▶ _Instructions for the task_: Below are lines of data; give the number of them that contain "Şehit", and only that.

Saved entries
□ □ □ □

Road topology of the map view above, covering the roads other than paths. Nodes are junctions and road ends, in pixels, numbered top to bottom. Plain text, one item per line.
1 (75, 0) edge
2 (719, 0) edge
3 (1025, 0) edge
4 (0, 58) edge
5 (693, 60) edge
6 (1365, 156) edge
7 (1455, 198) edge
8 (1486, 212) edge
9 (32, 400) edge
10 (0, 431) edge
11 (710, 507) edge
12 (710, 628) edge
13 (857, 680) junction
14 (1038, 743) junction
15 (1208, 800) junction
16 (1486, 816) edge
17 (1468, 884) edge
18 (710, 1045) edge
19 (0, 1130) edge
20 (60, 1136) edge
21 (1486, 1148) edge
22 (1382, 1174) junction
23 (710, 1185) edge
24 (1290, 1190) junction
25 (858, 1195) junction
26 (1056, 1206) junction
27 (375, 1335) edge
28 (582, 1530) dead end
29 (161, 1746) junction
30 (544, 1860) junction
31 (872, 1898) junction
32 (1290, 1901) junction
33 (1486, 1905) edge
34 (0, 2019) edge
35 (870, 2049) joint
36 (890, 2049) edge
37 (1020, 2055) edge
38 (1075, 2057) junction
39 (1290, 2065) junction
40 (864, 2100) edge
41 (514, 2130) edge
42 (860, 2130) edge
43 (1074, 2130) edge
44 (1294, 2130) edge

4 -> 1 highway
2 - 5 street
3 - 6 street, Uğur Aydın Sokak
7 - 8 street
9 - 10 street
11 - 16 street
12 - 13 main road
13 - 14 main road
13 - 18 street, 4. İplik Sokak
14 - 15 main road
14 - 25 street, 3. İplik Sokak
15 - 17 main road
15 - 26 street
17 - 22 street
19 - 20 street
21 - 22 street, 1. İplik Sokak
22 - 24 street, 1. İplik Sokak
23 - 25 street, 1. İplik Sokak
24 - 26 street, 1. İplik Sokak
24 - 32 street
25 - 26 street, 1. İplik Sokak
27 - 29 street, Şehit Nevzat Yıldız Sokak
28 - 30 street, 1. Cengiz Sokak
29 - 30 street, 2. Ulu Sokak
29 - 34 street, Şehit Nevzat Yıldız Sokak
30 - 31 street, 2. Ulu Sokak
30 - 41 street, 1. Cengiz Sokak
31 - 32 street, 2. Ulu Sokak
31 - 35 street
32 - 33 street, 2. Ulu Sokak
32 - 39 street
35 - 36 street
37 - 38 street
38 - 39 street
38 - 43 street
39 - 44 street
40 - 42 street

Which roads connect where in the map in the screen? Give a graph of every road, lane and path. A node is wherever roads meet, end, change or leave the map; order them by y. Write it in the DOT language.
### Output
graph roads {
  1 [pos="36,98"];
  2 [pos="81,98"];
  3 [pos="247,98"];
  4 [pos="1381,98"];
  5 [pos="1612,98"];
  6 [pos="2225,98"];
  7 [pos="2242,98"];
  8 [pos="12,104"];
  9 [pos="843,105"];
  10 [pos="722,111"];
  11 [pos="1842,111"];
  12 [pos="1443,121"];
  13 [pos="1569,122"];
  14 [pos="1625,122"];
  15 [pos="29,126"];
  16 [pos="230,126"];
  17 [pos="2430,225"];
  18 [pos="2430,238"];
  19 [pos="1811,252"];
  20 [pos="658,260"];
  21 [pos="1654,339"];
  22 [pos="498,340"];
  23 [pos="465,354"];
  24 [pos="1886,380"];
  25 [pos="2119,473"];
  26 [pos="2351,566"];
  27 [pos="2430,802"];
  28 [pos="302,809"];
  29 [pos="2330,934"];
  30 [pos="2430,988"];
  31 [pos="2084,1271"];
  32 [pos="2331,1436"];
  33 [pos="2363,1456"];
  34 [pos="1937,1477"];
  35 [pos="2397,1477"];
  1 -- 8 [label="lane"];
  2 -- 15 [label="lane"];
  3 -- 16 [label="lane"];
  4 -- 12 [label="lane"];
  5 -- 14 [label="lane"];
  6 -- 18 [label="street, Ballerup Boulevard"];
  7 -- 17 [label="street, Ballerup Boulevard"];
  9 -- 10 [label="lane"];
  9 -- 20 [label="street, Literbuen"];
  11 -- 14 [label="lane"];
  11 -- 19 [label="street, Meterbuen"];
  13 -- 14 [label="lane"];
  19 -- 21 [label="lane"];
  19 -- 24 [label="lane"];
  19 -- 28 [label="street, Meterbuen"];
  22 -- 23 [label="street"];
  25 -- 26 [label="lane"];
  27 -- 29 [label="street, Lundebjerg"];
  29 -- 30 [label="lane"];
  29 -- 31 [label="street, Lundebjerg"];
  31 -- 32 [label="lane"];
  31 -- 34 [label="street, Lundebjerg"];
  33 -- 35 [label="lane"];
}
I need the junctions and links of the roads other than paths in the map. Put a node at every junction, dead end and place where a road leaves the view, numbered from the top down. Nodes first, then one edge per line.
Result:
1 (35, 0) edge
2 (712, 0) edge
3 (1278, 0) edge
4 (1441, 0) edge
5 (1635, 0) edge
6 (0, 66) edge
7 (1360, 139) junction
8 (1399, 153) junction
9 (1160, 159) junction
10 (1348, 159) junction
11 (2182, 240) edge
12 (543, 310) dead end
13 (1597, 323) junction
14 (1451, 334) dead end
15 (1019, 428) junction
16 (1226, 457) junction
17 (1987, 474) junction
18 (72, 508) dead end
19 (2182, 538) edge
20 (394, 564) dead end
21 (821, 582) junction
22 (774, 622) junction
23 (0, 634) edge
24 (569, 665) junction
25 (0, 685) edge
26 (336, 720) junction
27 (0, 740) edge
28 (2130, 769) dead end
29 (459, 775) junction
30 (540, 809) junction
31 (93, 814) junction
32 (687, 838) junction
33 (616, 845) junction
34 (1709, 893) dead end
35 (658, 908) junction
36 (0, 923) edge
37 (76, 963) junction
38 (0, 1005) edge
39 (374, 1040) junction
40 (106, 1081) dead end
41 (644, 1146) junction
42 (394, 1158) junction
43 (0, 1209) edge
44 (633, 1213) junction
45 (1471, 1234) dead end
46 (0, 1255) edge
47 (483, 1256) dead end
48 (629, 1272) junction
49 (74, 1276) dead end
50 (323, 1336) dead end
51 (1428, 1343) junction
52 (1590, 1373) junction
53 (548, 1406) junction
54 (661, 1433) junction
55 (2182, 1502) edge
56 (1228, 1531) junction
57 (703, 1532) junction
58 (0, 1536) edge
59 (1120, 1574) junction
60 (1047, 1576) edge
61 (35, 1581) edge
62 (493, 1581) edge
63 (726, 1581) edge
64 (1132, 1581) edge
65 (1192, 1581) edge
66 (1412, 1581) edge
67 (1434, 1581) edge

□ □ □ □

▶ _Exercise solution_: 2